Two hands participating in a handshake

Source https://pixabay.com.

 

Return to May 2016 Issue

A Washington Life: the Sociology of Anna Julia Cooper

By Patricia Lengermann and Gillian Niebrugge

In 1887, at age 29, Anna Julia Cooper arrived in Washington D.C. She would—with only a brief hiatus—live here for the rest of her long and productive life, and the structures, rhythms, and relational patterns of the city would permeate the writing and activism that made her a local prominence in her time and a significant presence in the theoretical canon of classical sociology in our own.  But in 1934, when the District of Columbia Sociological Society (DCSS) held its formative meetings, Cooper, then President of Frelinghuysen University, was a non-presence, not even conspicuous by her absence.

This situation—of a blankness or vacuum about a major social theorist who developed her ideas against the backdrop of Washington, D.C.—reveals how much DCSS itself was an unwitting product of the society its members attempted to study, a society with a long and still unresolved history of racial and gender injustice. This article, part of a series on the history of sociology in the DCSS area, introduces Anna Julia Cooper with an emphasis on the ways living in Washington, D.C. influenced her social theory and her social activism.

Biography

Cooper’s remarkable life is told in some detail by nearly every scholar who touches her work, e.g. Hutchinson (1981), Lemert and Bahn (1998), Lengermann and Niebrugge (1998/2007), Baker-Fletcher (1994), and Washington (1988).   She was born around 1858 into slavery, in Raleigh, North Carolina, with no possessions save the love and example of her mother and her own prodigious intelligence.  At every turn of her life, she faced the challenge of being both “self-supporting” and the support for many relatives.   Her intelligence, coupled with a firm discipline, let her make her way through St. Augustine Normal School and Collegiate Institution, a freedmen’s school in Raleigh, to Oberlin College and on, in 1887, to a highly successful teaching career in Washington, D.C. at the prestigious “M” Street School.

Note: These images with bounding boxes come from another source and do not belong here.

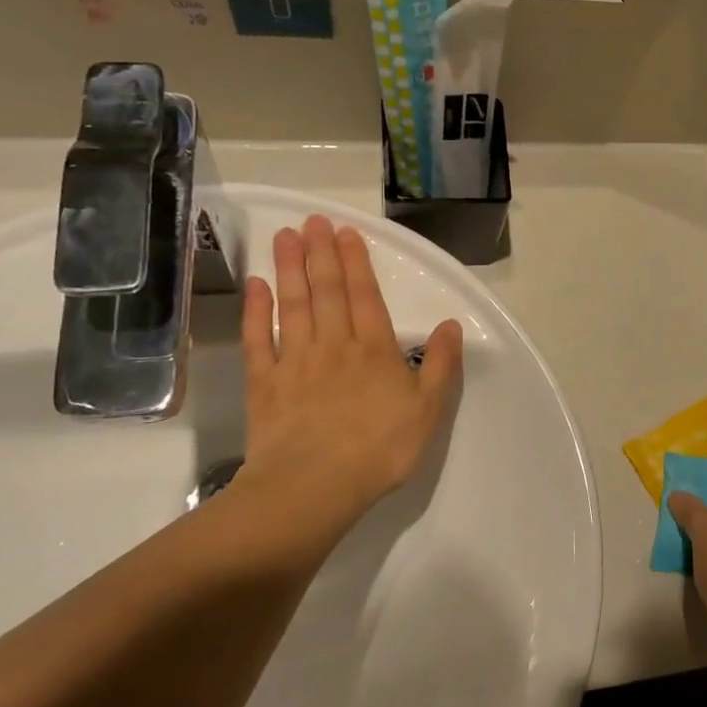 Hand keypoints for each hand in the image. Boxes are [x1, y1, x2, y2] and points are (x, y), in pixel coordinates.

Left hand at [235, 216, 462, 563]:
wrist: (314, 486)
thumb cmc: (380, 449)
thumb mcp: (428, 411)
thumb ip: (441, 365)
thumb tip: (451, 325)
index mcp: (374, 350)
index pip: (365, 296)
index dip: (355, 262)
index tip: (345, 231)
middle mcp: (333, 345)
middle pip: (326, 291)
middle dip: (320, 253)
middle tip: (312, 220)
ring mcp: (294, 361)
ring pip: (292, 305)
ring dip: (290, 268)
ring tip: (285, 236)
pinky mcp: (264, 383)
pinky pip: (258, 339)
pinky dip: (256, 311)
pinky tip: (255, 286) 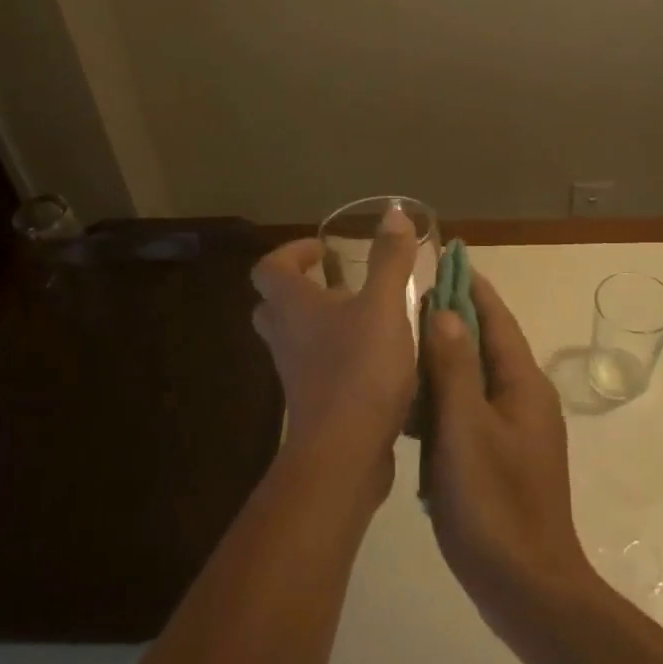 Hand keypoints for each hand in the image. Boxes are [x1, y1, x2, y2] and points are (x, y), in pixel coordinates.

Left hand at [250, 207, 420, 498]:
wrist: (344, 452)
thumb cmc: (359, 369)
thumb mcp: (384, 306)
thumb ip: (389, 259)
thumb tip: (393, 212)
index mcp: (293, 306)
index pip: (269, 268)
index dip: (291, 253)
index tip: (323, 251)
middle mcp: (285, 337)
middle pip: (276, 304)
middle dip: (303, 288)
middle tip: (339, 283)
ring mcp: (296, 373)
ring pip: (296, 338)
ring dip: (322, 323)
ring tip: (365, 317)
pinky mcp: (314, 402)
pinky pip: (317, 367)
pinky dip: (337, 355)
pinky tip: (377, 358)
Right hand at [421, 272, 594, 632]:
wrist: (525, 584)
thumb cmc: (494, 502)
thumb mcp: (466, 428)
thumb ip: (454, 368)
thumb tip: (444, 312)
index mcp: (523, 384)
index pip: (496, 319)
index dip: (472, 286)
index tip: (446, 258)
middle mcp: (523, 399)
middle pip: (486, 344)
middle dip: (453, 318)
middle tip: (409, 299)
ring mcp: (513, 431)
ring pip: (474, 379)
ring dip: (444, 359)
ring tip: (401, 344)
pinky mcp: (499, 457)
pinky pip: (468, 411)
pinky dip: (442, 398)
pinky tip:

During the early Washington, D.C. years, she established a formidable reputation within the African American community and beyond as a scholar, orator and community activist.

Her teaching career in Washington, D.C. was interrupted by a controversy over the course of African American education that forced her to leave the District for four years. Returning to teaching in the District in 1910, she won a kind of vindication by earning her Ph.D. from the Sorbonne in 1925 when she was 67 years old. In the 1930s, she served as President of Frelinghuysen University, a school founded on the principle of providing education and job training for what its founders termed “the unreached.”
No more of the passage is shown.